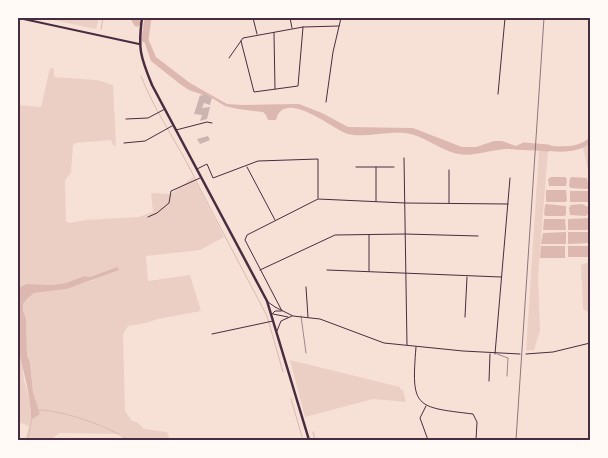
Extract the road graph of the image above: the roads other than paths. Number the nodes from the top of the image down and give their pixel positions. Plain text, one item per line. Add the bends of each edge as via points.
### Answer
1 (19, 18) edge
2 (142, 18) edge
3 (253, 18) edge
4 (290, 18) edge
5 (341, 18) edge
6 (505, 18) edge
7 (303, 26) junction
8 (339, 26) junction
9 (292, 28) junction
10 (274, 32) junction
11 (257, 35) junction
12 (241, 41) junction
13 (139, 44) junction
14 (229, 58) dead end
15 (275, 90) junction
16 (498, 94) dead end
17 (326, 102) dead end
18 (165, 109) junction
19 (126, 119) dead end
20 (212, 122) dead end
21 (174, 125) junction
22 (176, 130) junction
23 (124, 143) dead end
24 (404, 158) dead end
25 (247, 167) junction
26 (356, 167) dead end
27 (376, 167) junction
28 (394, 167) dead end
29 (198, 168) junction
30 (448, 170) dead end
31 (199, 178) junction
32 (510, 178) dead end
33 (318, 199) junction
34 (376, 202) junction
35 (405, 203) junction
36 (449, 203) junction
37 (508, 204) junction
38 (148, 217) dead end
39 (275, 221) junction
40 (369, 234) junction
41 (405, 234) junction
42 (478, 236) dead end
43 (260, 270) junction
44 (327, 270) dead end
45 (370, 272) junction
46 (406, 274) junction
47 (467, 276) junction
48 (502, 277) junction
49 (306, 287) dead end
50 (267, 301) junction
51 (282, 311) junction
52 (272, 314) junction
53 (293, 316) junction
54 (301, 316) junction
55 (289, 317) junction
56 (308, 317) junction
57 (465, 317) dead end
58 (273, 321) junction
59 (277, 331) junction
60 (212, 334) dead end
61 (590, 343) edge
62 (407, 346) junction
63 (416, 347) junction
64 (306, 353) dead end
65 (490, 354) junction
66 (495, 354) junction
67 (520, 354) dead end
68 (526, 354) dead end
69 (507, 376) dead end
70 (489, 381) dead end
71 (427, 406) junction
72 (309, 440) edge
73 (428, 440) edge
74 (476, 440) edge

1 - 13 street
2 - 13 main road
3 - 11 street
4 - 9 street
5 - 8 street
6 - 16 street
7 - 8 street
7 - 9 street
7 - 15 street via 298,86
8 - 17 street
9 - 10 street
10 - 11 street
10 - 15 street
11 - 12 street
12 - 14 street
12 - 15 street via 254,92
13 - 18 main road via 146,71
18 - 19 street via 148,118
18 - 21 main road
20 - 22 street
21 - 22 main road
21 - 23 street via 145,141
22 - 29 main road
24 - 35 street
25 - 29 street via 213,178 207,164
25 - 33 street via 258,161 318,159
25 - 39 street
26 - 27 street
27 - 28 street
27 - 34 street
29 - 31 main road
30 - 36 street
31 - 38 street via 170,191 169,203
31 - 50 main road
32 - 37 street
33 - 34 street
33 - 39 street
34 - 35 street
35 - 36 street
35 - 41 street
36 - 37 street
37 - 48 street
39 - 43 street via 247,235 245,240
40 - 41 street
40 - 43 street via 329,237
40 - 45 street
41 - 42 street
41 - 46 street
43 - 51 street
44 - 45 street
45 - 46 street
46 - 47 street
46 - 62 street
47 - 48 street
47 - 57 street
48 - 66 street
49 - 56 street
50 - 51 street
50 - 52 main road
51 - 52 street
51 - 53 street
52 - 55 street
52 - 58 main road
53 - 54 street
53 - 55 street
54 - 56 street
54 - 64 lane
55 - 59 street via 281,321
56 - 62 street via 384,343
58 - 59 main road
58 - 60 street
59 - 72 main road
61 - 68 street via 553,352
62 - 63 street
63 - 65 street
63 - 71 street via 413,385 419,400
65 - 66 street
65 - 70 street
66 - 67 street
66 - 69 lane via 508,358
71 - 73 street via 420,418
71 - 74 street via 446,412 473,414 477,422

*Your instructions*. A word-for-word copy of the entries is needed, with no pictures in it.

*Written solution*.
Extract the road graph of the image above: the roads other than paths. Number the nodes from the top of the image down and give their pixel positions. Plain text, one item per line. Add the bends of each edge as via points.
### Answer
1 (19, 18) edge
2 (142, 18) edge
3 (253, 18) edge
4 (290, 18) edge
5 (341, 18) edge
6 (505, 18) edge
7 (303, 26) junction
8 (339, 26) junction
9 (292, 28) junction
10 (274, 32) junction
11 (257, 35) junction
12 (241, 41) junction
13 (139, 44) junction
14 (229, 58) dead end
15 (275, 90) junction
16 (498, 94) dead end
17 (326, 102) dead end
18 (165, 109) junction
19 (126, 119) dead end
20 (212, 122) dead end
21 (174, 125) junction
22 (176, 130) junction
23 (124, 143) dead end
24 (404, 158) dead end
25 (247, 167) junction
26 (356, 167) dead end
27 (376, 167) junction
28 (394, 167) dead end
29 (198, 168) junction
30 (448, 170) dead end
31 (199, 178) junction
32 (510, 178) dead end
33 (318, 199) junction
34 (376, 202) junction
35 (405, 203) junction
36 (449, 203) junction
37 (508, 204) junction
38 (148, 217) dead end
39 (275, 221) junction
40 (369, 234) junction
41 (405, 234) junction
42 (478, 236) dead end
43 (260, 270) junction
44 (327, 270) dead end
45 (370, 272) junction
46 (406, 274) junction
47 (467, 276) junction
48 (502, 277) junction
49 (306, 287) dead end
50 (267, 301) junction
51 (282, 311) junction
52 (272, 314) junction
53 (293, 316) junction
54 (301, 316) junction
55 (289, 317) junction
56 (308, 317) junction
57 (465, 317) dead end
58 (273, 321) junction
59 (277, 331) junction
60 (212, 334) dead end
61 (590, 343) edge
62 (407, 346) junction
63 (416, 347) junction
64 (306, 353) dead end
65 (490, 354) junction
66 (495, 354) junction
67 (520, 354) dead end
68 (526, 354) dead end
69 (507, 376) dead end
70 (489, 381) dead end
71 (427, 406) junction
72 (309, 440) edge
73 (428, 440) edge
74 (476, 440) edge

1 - 13 street
2 - 13 main road
3 - 11 street
4 - 9 street
5 - 8 street
6 - 16 street
7 - 8 street
7 - 9 street
7 - 15 street via 298,86
8 - 17 street
9 - 10 street
10 - 11 street
10 - 15 street
11 - 12 street
12 - 14 street
12 - 15 street via 254,92
13 - 18 main road via 146,71
18 - 19 street via 148,118
18 - 21 main road
20 - 22 street
21 - 22 main road
21 - 23 street via 145,141
22 - 29 main road
24 - 35 street
25 - 29 street via 213,178 207,164
25 - 33 street via 258,161 318,159
25 - 39 street
26 - 27 street
27 - 28 street
27 - 34 street
29 - 31 main road
30 - 36 street
31 - 38 street via 170,191 169,203
31 - 50 main road
32 - 37 street
33 - 34 street
33 - 39 street
34 - 35 street
35 - 36 street
35 - 41 street
36 - 37 street
37 - 48 street
39 - 43 street via 247,235 245,240
40 - 41 street
40 - 43 street via 329,237
40 - 45 street
41 - 42 street
41 - 46 street
43 - 51 street
44 - 45 street
45 - 46 street
46 - 47 street
46 - 62 street
47 - 48 street
47 - 57 street
48 - 66 street
49 - 56 street
50 - 51 street
50 - 52 main road
51 - 52 street
51 - 53 street
52 - 55 street
52 - 58 main road
53 - 54 street
53 - 55 street
54 - 56 street
54 - 64 lane
55 - 59 street via 281,321
56 - 62 street via 384,343
58 - 59 main road
58 - 60 street
59 - 72 main road
61 - 68 street via 553,352
62 - 63 street
63 - 65 street
63 - 71 street via 413,385 419,400
65 - 66 street
65 - 70 street
66 - 67 street
66 - 69 lane via 508,358
71 - 73 street via 420,418
71 - 74 street via 446,412 473,414 477,422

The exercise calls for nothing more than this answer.